# Pure-ftpd daemon not starting.

## dragos240

No idea:

```

# Config file for /etc/init.d/pure-ftpd

##Comment variables out to disable its features, or change the values in it... ##

## This variable must be uncommented in order for the server to start ##

IS_CONFIGURED="yes"

## FTP Server,Port (separated by comma) ##

## If you prefer host names over IP addresses, it's your choice:

## SERVER="-S ftp.rtchat.com,21"

## IPv6 addresses are supported.

## !!! WARNING !!!

## Using an invalid IP will result in the server not starting,

## but reporting a correct start!

## SERVER="-S 192.168.0.1,21"

## By default binds to all available IPs.

SERVER="-S gentoo.kicks-ass.org,21"

## Number of simultaneous connections in total, and per IP ##

MAX_CONN="-c 30"

MAX_CONN_IP="-C 10"

## Start daemonized in background ##

DAEMON="-B"

## Don't allow uploads if the partition is more full then this var ##

DISK_FULL="-k 90%"

## If your FTP server is behind a NAT box, uncomment this ##

#USE_NAT="-N"

## Authentication mechanisms (others are 'pam', ...) ##

## Further infos can be found in the README file.

AUTH="-l unix"

## Change the maximum idle time (in minutes) ##

## If this variable is not defined, it will default to 15 minutes.

#TIMEOUT="-I <timeout>'"

## Facility used for syslog logging ##

## If this variable is not defined, it will default to the 'ftp' facility.

## Logging can be disabled with '-f none'.

#LOG="-f <facility>"

## Charset conversion support *experimental* ##

## Only works if USE "charconv" is enabled (only Pure-FTPd >=1.0.21).

## Set the charset of the filesystem.

# CHARCONV="--fscharset <charset>"

## If you want to process each file uploaded through Pure-FTPd, enter the name

## of the script that should process the files below.

## man pure-uploadscript to learn more about how to write this script.

# UPLOADSCRIPT="/path/to/uploadscript"

## Misc. Others ##

MISC_OTHER="-A -x 1 -j -R -Z"

#

# Use these inside $MISC_OTHER

# More can be found on "http://download.pureftpd.org/pub/pure-ftpd/doc/README"

#

# -A [ chroot() everyone, but root ]

# -e [ Only allow anonymous users ]

# -E [ Only allow authenticated users. Anonymous logins are prohibited. ]

# -i [ Disallow upload for anonymous users, whatever directory perms are ]

# -j [ If the home directory of a user doesn't exist, auto-create it ]

# -M [ Allow anonymous users to create directories. ]

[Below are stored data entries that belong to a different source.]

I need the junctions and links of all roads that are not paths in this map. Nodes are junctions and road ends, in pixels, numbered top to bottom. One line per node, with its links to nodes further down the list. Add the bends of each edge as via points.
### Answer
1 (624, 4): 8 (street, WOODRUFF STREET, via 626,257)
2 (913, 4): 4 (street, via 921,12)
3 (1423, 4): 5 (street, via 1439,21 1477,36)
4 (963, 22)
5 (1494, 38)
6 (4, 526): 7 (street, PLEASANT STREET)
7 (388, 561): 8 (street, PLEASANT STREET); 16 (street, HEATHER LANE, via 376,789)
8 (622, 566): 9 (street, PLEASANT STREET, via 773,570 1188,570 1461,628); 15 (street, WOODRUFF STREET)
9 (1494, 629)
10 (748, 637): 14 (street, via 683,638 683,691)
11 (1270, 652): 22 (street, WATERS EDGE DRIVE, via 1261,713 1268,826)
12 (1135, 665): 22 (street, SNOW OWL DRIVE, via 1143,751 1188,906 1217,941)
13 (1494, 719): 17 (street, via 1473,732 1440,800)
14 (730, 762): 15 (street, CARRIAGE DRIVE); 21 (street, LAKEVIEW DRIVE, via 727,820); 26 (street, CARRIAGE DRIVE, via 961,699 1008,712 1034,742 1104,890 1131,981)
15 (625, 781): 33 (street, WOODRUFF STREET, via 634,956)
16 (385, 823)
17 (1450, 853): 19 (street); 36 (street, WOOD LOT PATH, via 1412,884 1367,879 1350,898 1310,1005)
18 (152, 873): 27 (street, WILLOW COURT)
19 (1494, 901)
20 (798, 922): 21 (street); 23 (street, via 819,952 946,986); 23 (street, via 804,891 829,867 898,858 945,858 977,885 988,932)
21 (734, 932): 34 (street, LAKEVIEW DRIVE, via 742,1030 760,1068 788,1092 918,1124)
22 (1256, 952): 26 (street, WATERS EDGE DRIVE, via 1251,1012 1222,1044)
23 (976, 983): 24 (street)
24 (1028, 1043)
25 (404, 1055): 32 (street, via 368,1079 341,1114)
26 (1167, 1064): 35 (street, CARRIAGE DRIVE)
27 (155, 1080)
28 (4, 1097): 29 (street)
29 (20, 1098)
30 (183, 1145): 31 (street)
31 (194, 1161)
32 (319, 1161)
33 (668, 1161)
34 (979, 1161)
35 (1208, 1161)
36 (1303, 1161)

# -R [ Disallow users (even non-anonymous ones) usage of the CHMOD command ]

# -x [ In  normal  operation mode, authenticated users can read/write

#   files beginning with a dot ('.'). Anonymous users can't, for security reasons

#   (like changing banners or a forgotten .rhosts). When '-x' is used, authenticated

#   users can download dot-files, but not overwrite/create  them,  even  if they own

#   them. ]

# -X [ This  flag  is  identical  to  the  previous one (writing

#       dot-files is prohibited), but in addition, users can't even *read* files and

#       directories beginning with a dot (like "cd .ssh"). ]

# -D [ List files beginning with a dot ('.') even when the client doesn't

#      append the '-a' option to the list command. A workaround for badly

#      configured FTP clients. ]

# -G [ Disallow renaming. ]

# -d [ Send various debugging messages to the syslog. ONLY for DEBUG ]

# -F <fortune file> [ Display a fortune cookie on login. Check the README file ]

# -H [ By default, fully-qualified host names are logged. The '-H' flag avoids host names resolution. ]

```

----------

## Rexilion

Can you try starting it with:

pure-ftpd -d -d

?

----------

## dragos240

 *Rexilion wrote:*   

> Can you try starting it with:
> 
> pure-ftpd -d -d
> 
> ?

 

works fine!

----------

## Rexilion

Ow, sorry I thought that pure-ftpd uses a file-based configuration as well, the command should be:

 *Quote:*   

> pure-ftpd -d -d -S gentoo.kicks-ass.org,21 -c 30 -C 10 -k 90% -l unix -A -x 1 -j -R -Z

 

okay, try with this slightly (  :Razz:  ) longer command and see what it prints. My prime suspect is the % thing...

----------

## dragos240

 *Rexilion wrote:*   

> Ow, sorry I thought that pure-ftpd uses a file-based configuration as well, the command should be:
> 
>  *Quote:*   pure-ftpd -d -d -S gentoo.kicks-ass.org,21 -c 30 -C 10 -k 90% -l unix -A -x 1 -j -R -Z 
> 
> okay, try with this slightly (  ) longer command and see what it prints. My prime suspect is the % thing...

 

```
Unable to start a standalone server: Cannot assign requested address
```

----------

## Rexilion

gentoo.kicks-ass.org is that a valid host? Perhaps you should change it to the numeric value? Or, even to the ip of the interface that receives the packets from gentoo.kicks-ass.org?

----------